▶ Requirement
What lines of the data include the string "that"? Copy them all.

▶ Data provided

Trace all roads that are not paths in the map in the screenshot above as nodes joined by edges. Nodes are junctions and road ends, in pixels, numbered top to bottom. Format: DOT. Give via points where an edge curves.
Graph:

==

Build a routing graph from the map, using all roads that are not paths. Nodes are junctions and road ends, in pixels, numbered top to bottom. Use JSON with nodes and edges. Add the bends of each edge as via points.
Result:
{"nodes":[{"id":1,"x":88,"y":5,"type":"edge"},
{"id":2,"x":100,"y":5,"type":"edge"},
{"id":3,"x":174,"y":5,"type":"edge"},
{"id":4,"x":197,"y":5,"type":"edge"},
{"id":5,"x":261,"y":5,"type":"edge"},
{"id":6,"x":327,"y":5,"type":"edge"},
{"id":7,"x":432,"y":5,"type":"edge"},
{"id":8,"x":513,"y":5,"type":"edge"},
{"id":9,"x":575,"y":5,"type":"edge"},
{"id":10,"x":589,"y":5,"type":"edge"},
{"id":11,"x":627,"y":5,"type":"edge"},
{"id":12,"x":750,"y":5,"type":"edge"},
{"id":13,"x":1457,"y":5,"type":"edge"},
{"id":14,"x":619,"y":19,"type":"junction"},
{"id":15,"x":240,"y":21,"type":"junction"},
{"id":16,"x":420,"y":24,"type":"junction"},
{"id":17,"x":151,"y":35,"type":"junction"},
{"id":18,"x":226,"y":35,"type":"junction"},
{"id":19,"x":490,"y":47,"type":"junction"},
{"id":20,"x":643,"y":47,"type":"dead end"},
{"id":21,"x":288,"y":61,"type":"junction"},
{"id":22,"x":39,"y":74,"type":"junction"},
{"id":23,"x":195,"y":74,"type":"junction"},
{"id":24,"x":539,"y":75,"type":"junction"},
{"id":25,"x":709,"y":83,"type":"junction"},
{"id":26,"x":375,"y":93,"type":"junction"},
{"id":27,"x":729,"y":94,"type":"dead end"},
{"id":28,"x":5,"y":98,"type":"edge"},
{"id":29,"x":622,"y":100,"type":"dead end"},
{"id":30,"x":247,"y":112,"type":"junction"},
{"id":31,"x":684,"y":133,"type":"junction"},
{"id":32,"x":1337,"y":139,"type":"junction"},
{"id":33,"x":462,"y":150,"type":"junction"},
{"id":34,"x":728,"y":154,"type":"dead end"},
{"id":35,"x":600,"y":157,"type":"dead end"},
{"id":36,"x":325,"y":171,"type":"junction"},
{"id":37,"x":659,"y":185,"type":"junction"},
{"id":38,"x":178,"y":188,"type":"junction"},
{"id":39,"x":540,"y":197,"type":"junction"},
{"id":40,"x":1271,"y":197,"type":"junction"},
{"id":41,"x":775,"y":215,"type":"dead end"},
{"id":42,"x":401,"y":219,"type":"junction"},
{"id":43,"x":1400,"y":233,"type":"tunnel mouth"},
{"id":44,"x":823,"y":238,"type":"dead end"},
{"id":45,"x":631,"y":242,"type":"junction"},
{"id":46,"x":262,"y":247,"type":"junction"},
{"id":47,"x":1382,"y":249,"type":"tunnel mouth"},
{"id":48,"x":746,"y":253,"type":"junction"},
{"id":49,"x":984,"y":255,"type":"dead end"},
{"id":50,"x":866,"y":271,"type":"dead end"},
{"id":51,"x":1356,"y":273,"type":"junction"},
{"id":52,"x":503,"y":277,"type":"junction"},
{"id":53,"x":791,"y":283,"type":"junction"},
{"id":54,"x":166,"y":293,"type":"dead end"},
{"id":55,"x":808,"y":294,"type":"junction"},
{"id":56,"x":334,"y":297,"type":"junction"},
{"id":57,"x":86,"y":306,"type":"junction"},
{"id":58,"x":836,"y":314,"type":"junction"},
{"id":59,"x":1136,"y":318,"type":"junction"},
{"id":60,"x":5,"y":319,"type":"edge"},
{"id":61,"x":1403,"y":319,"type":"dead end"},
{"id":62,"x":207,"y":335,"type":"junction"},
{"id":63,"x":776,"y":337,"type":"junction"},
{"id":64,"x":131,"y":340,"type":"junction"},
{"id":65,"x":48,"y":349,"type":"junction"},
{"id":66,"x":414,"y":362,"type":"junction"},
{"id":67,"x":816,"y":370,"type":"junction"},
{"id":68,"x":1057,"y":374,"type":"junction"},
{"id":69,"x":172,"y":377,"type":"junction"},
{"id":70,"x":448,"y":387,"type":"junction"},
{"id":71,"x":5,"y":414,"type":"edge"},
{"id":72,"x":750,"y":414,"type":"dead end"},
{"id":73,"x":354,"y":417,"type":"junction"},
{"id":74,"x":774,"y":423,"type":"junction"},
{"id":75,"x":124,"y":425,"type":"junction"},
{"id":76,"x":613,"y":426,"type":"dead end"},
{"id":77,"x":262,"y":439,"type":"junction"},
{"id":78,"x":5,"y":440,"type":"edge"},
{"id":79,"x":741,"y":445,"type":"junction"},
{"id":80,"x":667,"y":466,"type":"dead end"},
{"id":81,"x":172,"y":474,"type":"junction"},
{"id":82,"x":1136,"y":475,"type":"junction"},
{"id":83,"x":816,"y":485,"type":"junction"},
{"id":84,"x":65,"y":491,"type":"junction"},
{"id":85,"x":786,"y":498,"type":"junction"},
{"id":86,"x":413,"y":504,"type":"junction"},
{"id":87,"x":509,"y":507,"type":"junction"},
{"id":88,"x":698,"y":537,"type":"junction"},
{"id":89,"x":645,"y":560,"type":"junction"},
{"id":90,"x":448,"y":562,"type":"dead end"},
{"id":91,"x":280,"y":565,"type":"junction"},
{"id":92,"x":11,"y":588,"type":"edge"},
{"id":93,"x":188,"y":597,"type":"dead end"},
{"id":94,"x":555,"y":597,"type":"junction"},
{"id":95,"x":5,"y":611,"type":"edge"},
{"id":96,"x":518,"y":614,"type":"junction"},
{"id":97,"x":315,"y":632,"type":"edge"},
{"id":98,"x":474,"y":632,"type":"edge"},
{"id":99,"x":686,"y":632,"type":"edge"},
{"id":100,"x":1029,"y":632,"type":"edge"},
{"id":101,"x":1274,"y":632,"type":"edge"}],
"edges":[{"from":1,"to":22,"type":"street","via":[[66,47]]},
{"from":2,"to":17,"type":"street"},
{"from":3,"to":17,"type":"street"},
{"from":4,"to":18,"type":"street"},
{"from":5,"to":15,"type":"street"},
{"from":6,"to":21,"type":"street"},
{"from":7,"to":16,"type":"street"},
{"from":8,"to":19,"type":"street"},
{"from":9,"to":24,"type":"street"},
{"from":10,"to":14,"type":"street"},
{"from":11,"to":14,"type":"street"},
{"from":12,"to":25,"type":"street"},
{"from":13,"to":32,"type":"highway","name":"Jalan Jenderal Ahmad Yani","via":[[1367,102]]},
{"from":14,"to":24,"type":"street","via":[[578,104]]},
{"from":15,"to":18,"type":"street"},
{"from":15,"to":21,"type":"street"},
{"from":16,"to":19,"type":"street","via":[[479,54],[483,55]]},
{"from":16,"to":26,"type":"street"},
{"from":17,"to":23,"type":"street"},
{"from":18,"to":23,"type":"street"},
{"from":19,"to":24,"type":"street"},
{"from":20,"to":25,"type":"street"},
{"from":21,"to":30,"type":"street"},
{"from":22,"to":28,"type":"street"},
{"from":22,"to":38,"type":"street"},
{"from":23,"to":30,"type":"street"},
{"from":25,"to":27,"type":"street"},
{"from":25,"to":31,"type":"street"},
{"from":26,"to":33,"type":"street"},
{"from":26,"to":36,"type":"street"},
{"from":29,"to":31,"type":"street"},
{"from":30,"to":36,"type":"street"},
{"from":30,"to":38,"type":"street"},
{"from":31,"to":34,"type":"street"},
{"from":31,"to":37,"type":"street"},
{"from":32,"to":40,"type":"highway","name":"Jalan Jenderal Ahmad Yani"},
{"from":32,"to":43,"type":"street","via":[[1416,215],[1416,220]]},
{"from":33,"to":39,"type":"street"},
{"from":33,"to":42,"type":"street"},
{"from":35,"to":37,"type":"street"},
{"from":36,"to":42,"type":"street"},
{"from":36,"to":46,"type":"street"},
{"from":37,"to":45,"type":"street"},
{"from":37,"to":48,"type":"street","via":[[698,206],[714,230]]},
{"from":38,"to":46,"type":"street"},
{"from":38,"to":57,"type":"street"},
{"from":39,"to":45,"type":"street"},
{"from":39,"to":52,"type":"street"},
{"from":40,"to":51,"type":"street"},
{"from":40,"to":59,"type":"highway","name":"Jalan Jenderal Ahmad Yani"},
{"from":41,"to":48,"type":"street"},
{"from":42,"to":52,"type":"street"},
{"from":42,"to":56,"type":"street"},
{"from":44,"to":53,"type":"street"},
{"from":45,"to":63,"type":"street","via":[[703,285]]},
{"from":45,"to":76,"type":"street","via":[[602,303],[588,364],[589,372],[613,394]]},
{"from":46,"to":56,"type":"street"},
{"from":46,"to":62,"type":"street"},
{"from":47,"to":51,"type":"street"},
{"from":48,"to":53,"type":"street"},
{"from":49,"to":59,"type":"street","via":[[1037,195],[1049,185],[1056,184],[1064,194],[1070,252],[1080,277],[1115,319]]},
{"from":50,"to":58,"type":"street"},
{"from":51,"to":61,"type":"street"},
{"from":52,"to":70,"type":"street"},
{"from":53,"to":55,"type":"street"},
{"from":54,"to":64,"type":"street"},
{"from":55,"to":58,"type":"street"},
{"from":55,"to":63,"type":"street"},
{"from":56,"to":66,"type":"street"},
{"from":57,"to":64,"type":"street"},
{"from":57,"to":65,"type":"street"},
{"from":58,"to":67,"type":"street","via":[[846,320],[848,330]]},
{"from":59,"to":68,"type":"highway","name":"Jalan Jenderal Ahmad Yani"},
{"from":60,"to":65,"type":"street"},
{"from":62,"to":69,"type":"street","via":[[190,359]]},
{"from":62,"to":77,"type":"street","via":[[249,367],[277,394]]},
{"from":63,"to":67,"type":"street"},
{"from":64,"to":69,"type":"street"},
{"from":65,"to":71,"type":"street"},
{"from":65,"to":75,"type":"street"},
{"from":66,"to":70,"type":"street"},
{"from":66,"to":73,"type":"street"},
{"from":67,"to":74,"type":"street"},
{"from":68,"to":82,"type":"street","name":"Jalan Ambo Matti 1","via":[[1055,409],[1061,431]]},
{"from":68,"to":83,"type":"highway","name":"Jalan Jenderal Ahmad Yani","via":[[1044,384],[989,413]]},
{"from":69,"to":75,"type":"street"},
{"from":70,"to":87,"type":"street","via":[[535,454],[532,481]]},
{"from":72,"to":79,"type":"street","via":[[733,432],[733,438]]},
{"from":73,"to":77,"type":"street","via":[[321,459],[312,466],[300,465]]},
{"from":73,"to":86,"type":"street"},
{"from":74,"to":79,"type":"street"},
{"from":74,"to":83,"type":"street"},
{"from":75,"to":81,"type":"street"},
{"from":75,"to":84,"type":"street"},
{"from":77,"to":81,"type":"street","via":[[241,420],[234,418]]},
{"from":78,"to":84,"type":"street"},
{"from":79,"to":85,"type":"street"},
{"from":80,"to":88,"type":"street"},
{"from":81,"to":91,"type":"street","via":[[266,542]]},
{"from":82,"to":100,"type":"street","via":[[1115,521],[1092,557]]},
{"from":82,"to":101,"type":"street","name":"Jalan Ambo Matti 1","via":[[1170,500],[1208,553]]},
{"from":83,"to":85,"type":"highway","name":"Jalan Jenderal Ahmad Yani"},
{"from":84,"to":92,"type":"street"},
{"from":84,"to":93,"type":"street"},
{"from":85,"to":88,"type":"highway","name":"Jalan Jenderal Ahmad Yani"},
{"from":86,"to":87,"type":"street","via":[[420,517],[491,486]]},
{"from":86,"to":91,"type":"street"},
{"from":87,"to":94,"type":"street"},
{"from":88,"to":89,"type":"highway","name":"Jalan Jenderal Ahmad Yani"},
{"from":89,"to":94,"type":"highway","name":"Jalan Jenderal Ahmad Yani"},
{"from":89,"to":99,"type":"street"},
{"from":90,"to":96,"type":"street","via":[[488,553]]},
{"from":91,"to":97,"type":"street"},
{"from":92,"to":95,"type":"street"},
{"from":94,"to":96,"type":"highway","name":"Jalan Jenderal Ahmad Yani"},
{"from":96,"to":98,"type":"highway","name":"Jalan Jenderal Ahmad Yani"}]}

▶ Solution to the exercise
Trace all roads that are not paths in the map in the screenshot above as nodes joined by edges. Nodes are junctions and road ends, in pixels, numbered top to bottom. Format: DOT. Give via points where an edge curves.
Build a routing graph from the map, using all roads that are not paths. Nodes are junctions and road ends, in pixels, numbered top to bottom. Use JSON with nodes and edges. Add the bends of each edge as via points.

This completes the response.